Aiming for a 90,000 word draft for a month long novel writing contest like JulNo seemed like a tall order. To get there, I increased my daily word count target from 1667 (NaNoWriMo levels) to 1915 words per day and started writing two week ahead of the official contest start date. This way I’ll finish the last 63,000 words of the new novel during JulNo (which still qualifies as a win accordign to JulNo rules).
Of course writing over 1900 words a day for 47 straight days will be a challenge. I maintained that pace for NaNo for only 27 days last November. Wish me luck!
Looking for a sneak peek? Here’s a rough (extremely rough) look at the opening scene. Enjoy!
Sand Dragon Dance
18th of the 3rd moon of Spring, 283 SC
Eliza tumbled forward as the stone beneath her outstretched hand crumbled beneath her weight. A fissure of light stabbed painfully at her eyes, widening as the wall of the soot-stained vent she had been climbing disintegrated.
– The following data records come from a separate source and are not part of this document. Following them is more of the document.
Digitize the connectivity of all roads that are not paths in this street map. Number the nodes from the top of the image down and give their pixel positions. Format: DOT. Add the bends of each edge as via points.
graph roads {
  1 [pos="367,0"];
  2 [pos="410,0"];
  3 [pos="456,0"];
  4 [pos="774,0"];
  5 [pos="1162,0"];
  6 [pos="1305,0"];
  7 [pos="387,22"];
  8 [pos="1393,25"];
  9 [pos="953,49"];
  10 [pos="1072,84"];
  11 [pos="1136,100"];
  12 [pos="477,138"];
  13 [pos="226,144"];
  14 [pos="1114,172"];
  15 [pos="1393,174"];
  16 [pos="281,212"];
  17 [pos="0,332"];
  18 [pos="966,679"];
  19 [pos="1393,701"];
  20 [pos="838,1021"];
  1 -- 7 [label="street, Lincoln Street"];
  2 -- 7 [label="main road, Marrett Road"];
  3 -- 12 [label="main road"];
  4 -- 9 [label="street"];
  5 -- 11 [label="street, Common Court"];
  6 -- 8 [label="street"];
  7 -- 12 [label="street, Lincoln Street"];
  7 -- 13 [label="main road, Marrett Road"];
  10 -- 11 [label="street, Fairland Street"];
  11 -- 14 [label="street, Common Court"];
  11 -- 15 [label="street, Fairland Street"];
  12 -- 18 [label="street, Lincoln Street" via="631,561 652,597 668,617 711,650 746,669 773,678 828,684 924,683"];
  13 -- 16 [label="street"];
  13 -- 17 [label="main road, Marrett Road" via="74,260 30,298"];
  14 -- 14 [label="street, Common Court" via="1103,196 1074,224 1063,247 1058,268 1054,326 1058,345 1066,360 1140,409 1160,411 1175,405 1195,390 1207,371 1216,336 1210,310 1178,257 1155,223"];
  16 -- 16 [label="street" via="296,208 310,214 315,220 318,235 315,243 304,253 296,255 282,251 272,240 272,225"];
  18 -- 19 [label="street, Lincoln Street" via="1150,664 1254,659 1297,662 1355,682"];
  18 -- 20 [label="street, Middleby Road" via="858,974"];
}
Helpless to stop herself, she pitched out into the glaring desert sunlight, blind to the sands that rushed to stop her skidding descent.
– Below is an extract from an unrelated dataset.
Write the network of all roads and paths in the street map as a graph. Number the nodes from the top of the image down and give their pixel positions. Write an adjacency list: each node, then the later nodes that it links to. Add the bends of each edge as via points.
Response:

She felt a wrenching jolt across her hips and jerked to a halt. She felt strangely reassured that the stars had returned as her vision went dark again. Then the pinpricks of light faded and her eyes started to adjust to the harsh, desert light. Bands of dark and light appeared first, and then color seeped back into the world around her. She almost wept with relief as she recognized the rusty red of stone outcroppings, the sweeping gold of windswept sands above her, and theĀ vivid blue of cloudless sky beneath her.
Wait, that wasn’t right. And what was that tension gripping her hips like the jaws of a mother wolf on the scruff of a wayward cub? Eliza marshaled her scattered thoughts with an effort.
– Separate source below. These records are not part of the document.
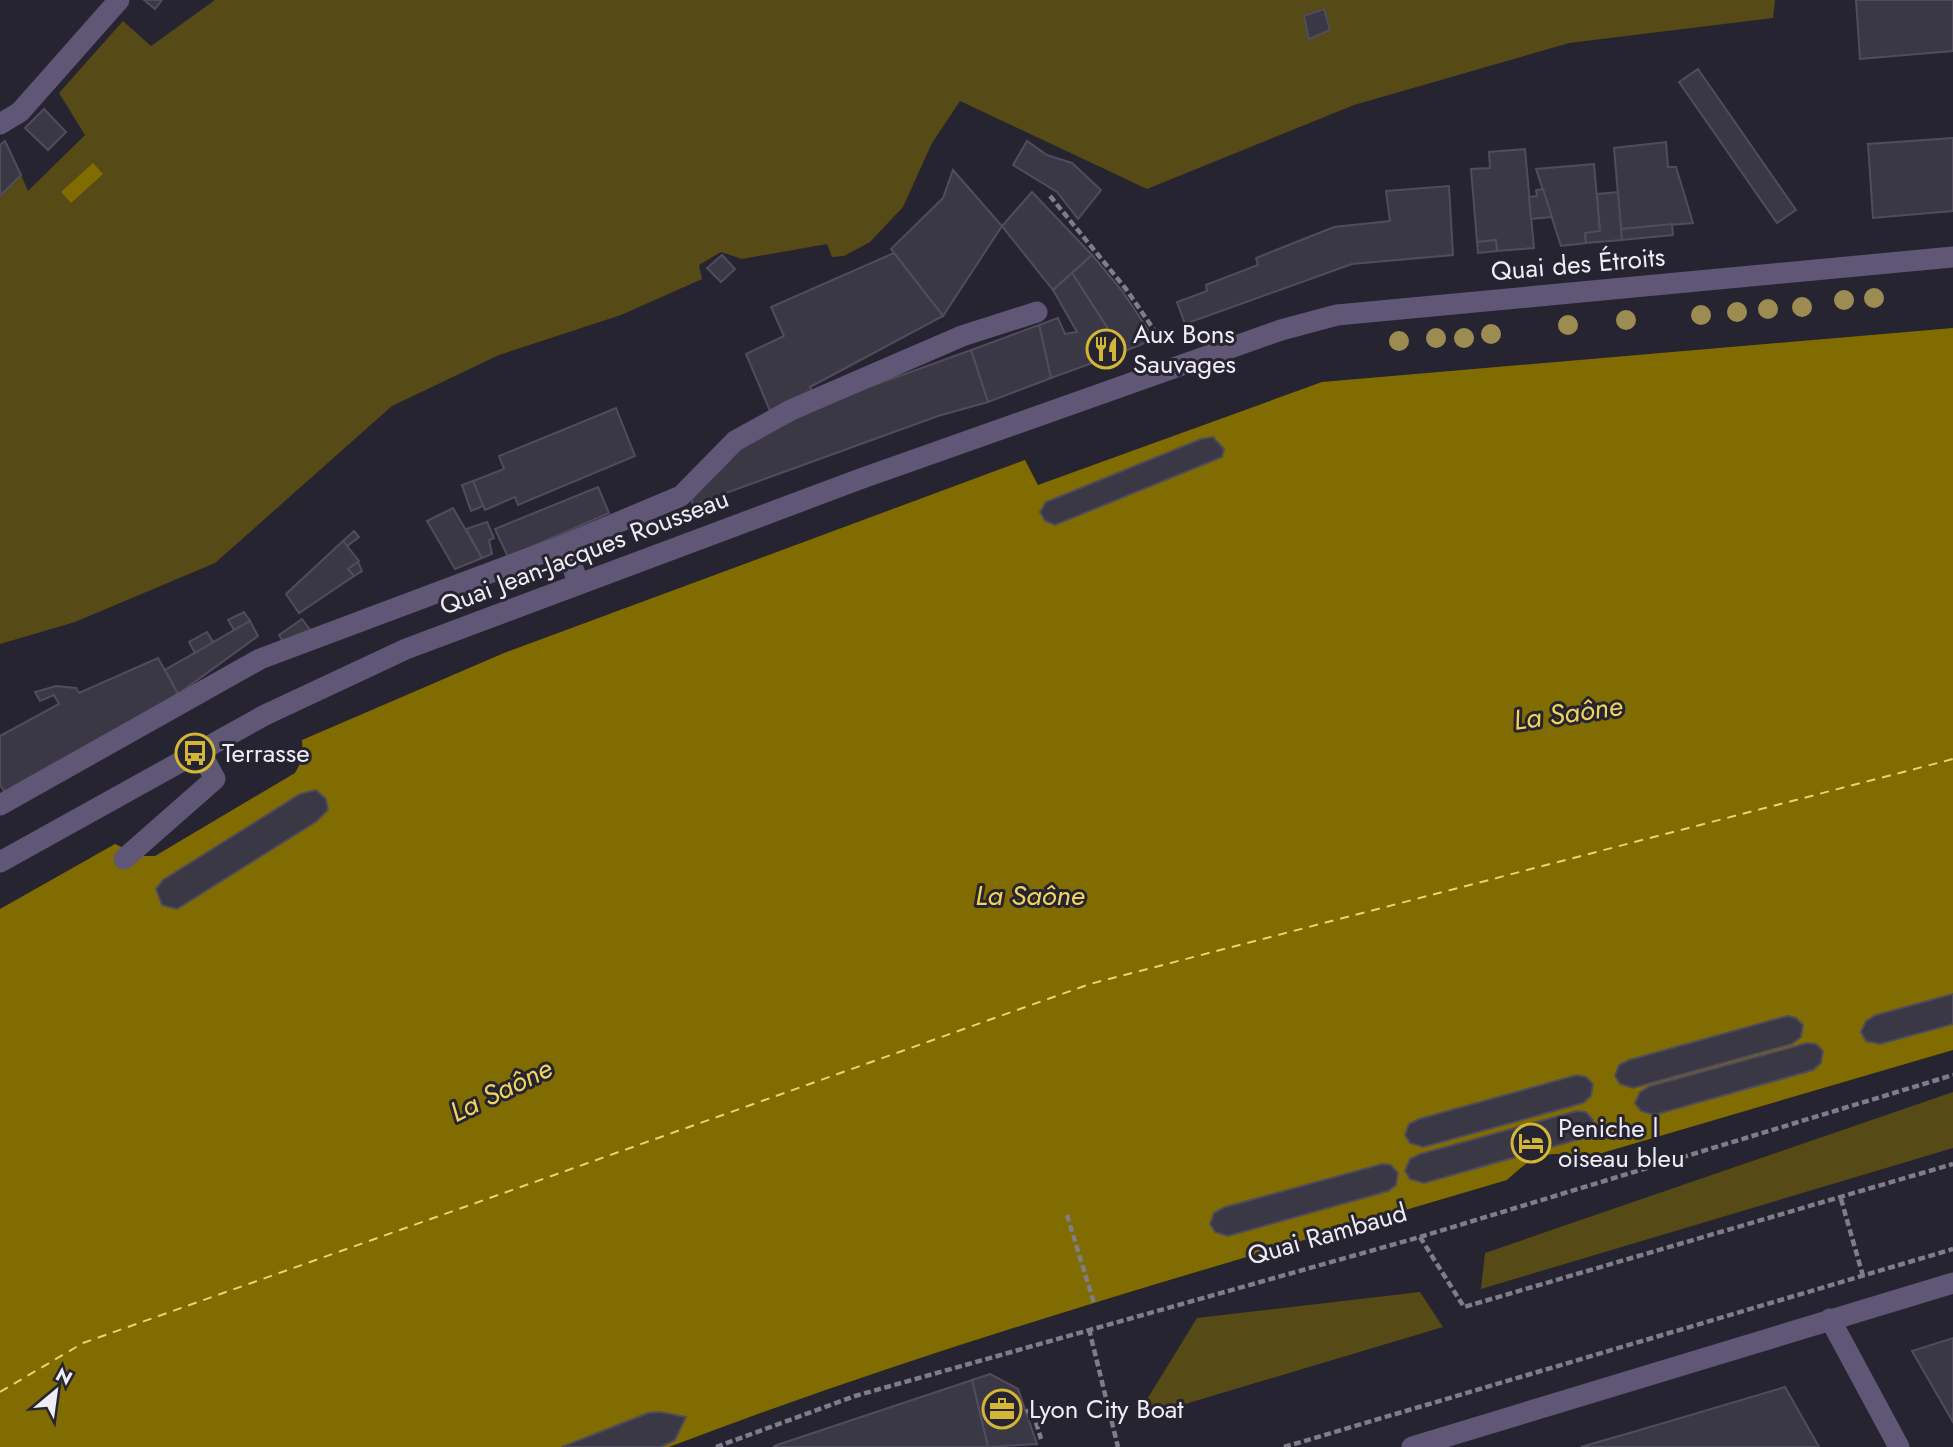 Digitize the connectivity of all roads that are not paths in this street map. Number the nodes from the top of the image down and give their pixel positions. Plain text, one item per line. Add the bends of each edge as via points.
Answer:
1 (119, 0) edge
2 (0, 124) edge
3 (1953, 257) edge
4 (1037, 312) dead end
5 (1213, 352) joint
6 (564, 545) junction
7 (579, 584) junction
8 (200, 751) junction
9 (0, 805) edge
10 (124, 859) dead end
11 (0, 862) edge
12 (1953, 1283) edge
13 (1830, 1319) junction
14 (1412, 1447) edge
15 (1899, 1447) edge

1 - 2 street via 20,112
3 - 5 street, Quai des Étroits via 1337,315
4 - 6 street via 962,336 791,410 735,441 681,496
5 - 7 street, Quai Jean-Jacques Rousseau
6 - 7 street
6 - 9 street via 260,659
7 - 8 street, Quai Jean-Jacques Rousseau via 406,649 302,696
8 - 10 street via 215,779
8 - 11 street, Quai Jean-Jacques Rousseau
12 - 13 street
13 - 14 street
13 - 15 street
“All-Mother! Mother Eliza, can you hear me! Are you all right?” Kenbo’s gravelly voice, hoarse and ragged, finally broke through the ringing in Eliza’s ears.
She blinked to clear the tears from her eyes, looking toward her waist. A stout length of rope was looped low around her hips, doubled back around each leg just above the thigh and tied in a strong knot below her navel. Right. Her harness. She vaguely remembered tying it but why?
The harness was cinched tight, straining against a tether that stretched into the sky beneath her feet. Eliza’s head spun as she realized the sky wasn’t beneath her. She was hanging upside down on the face of a ragged stone outcropping that reared many spans above the surrounding desert. The tether ran from her harness back through the ragged hole she had punched through the face of the stone chimney during her fall.
“All-Mother! Eliza! Kenji, hold the line while I go after the All-Mother!”
That wasn’t good. The lanky tribesman was sincere and well intentioned, but he wasn’t a climber. Nor was his brother, Kenji. “Ken-”
Her voice failed. Her throat was scraped raw and burned with every word. She coughed wetly and forced herself to be heard. “Stay where you are!”
“Mother Eliza?” Kenji cried out and Eliza heard the scrabble of loose stones cascading down inside the vent as the brothers re-oriented toward her voice.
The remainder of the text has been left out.